El béisbol profesional femenino en los años 50 - Una breve era pionera
La primera liga de béisbol profesional femenino de Japón nació en 1950. En el contexto de la creciente demanda de entretenimiento de posguerra, se formaron varios equipos, incluyendo las Romance Bluebirds y las Nippatsu Diamond Lilies. En Estados Unidos en esa época, la All-American Girls Professional Baseball League, retratada en la película 'Ellas dan el golpe', había estado activa desde 1943, influyendo en el béisbol profesional femenino japonés. Sin embargo, el béisbol profesional femenino japonés tuvo dificultades con la asistencia y cesó sus operaciones en apenas unos años. Los prejuicios contra las mujeres que jugaban béisbol estaban profundamente arraigados en la sociedad de la época, y la cobertura mediática rara vez iba más allá de la curiosidad por lo novedoso. Las condiciones de las jugadoras también eran precarias, con entornos de entrenamiento y compensaciones incomparablemente inferiores a los del béisbol profesional masculino. El fracaso de esta era pionera demostró vívidamente la dificultad del béisbol femenino para obtener reconocimiento social.
Desarrollo constante del béisbol femenino y construcción de bases amateur
Incluso tras la desaparición de la liga profesional, el béisbol femenino continuó desarrollándose de manera constante a nivel amateur. Desde los años 60 hasta los 70, se formaron equipos de béisbol femenino en todo el país, expandiendo las actividades de base. En 1997 se estableció la Federación de Béisbol Femenino de Japón, creando una base organizativa. Comenzaron a celebrarse torneos nacionales de béisbol femenino con pelota dura, y el nivel competitivo mejoró constantemente. Sin embargo, como simboliza el torneo de Koshien exclusivo para varones, las barreras de género en el mundo del béisbol seguían siendo altas. A las jugadoras se les negaba frecuentemente la entrada a los clubes de béisbol con pelota dura y muchas se veían obligadas a cambiar al sóftbol. No obstante, las mujeres apasionadas por el béisbol continuaron perfeccionando sus habilidades y contribuyendo al desarrollo del deporte en entornos limitados.

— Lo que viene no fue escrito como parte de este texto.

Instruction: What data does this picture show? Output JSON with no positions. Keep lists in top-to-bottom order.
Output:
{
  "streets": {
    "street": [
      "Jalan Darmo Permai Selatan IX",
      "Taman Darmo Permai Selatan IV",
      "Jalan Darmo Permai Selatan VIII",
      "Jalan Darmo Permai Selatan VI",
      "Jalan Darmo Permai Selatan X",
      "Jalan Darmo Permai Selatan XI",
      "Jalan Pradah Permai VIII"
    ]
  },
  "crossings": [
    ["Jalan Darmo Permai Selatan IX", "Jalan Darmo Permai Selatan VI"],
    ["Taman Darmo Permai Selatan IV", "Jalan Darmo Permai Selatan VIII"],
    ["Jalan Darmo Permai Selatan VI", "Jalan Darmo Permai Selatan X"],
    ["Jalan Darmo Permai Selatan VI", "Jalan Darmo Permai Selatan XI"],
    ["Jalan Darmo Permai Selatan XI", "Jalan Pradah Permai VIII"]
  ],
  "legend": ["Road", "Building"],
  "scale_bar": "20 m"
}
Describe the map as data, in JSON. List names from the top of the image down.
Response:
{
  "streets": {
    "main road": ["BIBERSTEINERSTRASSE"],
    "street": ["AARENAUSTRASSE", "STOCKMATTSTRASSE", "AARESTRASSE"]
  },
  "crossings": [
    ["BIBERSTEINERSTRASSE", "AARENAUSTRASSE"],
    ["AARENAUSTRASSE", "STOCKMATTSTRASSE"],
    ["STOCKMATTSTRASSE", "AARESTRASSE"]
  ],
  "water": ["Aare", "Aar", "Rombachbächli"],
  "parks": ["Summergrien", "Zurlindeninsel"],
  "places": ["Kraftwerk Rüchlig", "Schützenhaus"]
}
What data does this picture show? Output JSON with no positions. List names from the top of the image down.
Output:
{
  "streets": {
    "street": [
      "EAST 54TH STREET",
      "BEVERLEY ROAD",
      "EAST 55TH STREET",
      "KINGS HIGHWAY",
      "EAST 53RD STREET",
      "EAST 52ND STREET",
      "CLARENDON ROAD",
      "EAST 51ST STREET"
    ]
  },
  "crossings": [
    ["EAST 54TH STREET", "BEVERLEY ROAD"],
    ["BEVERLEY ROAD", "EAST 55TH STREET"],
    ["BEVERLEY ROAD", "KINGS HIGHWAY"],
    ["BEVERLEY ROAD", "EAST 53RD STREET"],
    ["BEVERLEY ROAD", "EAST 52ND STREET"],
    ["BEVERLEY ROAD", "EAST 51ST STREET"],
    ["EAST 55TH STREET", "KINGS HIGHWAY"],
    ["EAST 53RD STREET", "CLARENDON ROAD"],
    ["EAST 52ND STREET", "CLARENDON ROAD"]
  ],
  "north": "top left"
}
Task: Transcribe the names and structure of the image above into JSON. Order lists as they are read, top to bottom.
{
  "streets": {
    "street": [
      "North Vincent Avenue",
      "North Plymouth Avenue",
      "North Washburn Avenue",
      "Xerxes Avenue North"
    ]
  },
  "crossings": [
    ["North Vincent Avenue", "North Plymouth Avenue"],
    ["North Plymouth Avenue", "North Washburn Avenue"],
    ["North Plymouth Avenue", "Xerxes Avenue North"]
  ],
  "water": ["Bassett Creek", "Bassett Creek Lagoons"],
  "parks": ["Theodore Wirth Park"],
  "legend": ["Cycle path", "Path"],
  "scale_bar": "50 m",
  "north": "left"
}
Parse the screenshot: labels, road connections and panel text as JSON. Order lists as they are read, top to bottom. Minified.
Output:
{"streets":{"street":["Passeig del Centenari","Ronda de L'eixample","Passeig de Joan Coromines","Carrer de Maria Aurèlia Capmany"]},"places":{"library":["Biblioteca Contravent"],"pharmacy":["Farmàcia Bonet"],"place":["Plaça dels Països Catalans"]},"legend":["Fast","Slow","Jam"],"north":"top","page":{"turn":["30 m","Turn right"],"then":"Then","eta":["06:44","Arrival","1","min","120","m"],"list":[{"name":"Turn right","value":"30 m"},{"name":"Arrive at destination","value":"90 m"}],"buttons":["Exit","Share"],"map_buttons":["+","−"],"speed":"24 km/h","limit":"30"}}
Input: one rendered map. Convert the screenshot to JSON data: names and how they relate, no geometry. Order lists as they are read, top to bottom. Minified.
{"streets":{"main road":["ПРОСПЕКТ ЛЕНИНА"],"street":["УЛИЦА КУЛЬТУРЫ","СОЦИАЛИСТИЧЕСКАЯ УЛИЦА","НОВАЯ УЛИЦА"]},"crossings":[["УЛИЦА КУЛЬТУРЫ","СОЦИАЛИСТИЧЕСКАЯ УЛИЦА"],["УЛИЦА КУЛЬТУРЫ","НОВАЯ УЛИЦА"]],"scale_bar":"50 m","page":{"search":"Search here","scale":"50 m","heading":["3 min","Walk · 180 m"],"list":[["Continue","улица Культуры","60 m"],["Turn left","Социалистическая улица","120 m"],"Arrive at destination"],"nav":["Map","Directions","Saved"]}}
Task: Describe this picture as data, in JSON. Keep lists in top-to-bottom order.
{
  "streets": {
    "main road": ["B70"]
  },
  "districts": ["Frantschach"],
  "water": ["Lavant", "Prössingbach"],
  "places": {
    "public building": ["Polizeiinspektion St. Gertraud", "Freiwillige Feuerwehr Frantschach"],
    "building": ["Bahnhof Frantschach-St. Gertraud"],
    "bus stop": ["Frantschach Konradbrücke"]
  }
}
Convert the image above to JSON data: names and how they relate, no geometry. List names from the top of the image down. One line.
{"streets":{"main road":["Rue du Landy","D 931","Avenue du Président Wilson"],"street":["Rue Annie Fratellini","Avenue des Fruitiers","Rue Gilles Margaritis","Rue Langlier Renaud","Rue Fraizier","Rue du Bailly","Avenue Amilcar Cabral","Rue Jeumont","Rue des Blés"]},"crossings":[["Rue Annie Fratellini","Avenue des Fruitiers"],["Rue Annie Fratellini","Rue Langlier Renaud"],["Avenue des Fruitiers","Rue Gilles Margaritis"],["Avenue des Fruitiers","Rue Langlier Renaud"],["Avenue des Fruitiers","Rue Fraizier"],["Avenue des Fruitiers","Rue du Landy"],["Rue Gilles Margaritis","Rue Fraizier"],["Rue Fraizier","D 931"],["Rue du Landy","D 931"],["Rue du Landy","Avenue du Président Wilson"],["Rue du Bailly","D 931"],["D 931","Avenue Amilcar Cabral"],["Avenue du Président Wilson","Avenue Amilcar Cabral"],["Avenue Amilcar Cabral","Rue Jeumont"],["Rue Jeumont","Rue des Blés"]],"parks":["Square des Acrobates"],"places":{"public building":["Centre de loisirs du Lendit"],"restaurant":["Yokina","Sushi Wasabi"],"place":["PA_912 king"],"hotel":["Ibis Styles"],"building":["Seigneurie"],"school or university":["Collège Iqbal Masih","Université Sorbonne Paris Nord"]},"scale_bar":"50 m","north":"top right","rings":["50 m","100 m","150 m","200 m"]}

Establecimiento y luchas de la Liga Japonesa de Béisbol Profesional Femenino
En 2009, se estableció la Organización Japonesa de Béisbol Profesional Femenino con el apoyo de Wakasa Seikatsu. La Liga Japonesa de Béisbol Profesional Femenino, inaugurada en 2010, atrajo la atención como el primer resurgimiento del béisbol profesional femenino en aproximadamente 60 años. Se formaron equipos como las Kyoto Asto Dreams y las Hyogo Swing Smileys, con partidos de liga celebrados principalmente en la región de Kansai. Sin embargo, las operaciones de la liga fueron extremadamente difíciles desde el principio. La asistencia se estancó, con un promedio por partido que a menudo se mantenía en solo unos cientos de espectadores. La cobertura televisiva era prácticamente inexistente, y la insuficiente exposición mediática obstaculizó la construcción de notoriedad. Los salarios de las jugadoras oscilaban entre aproximadamente 2 y 4 millones de yenes, un nivel insostenible sin trabajos secundarios. La liga se redujo repetidamente y suspendió operaciones en 2021. La vulnerabilidad de una estructura de gestión dependiente de un único patrocinador socavó la sostenibilidad de la liga.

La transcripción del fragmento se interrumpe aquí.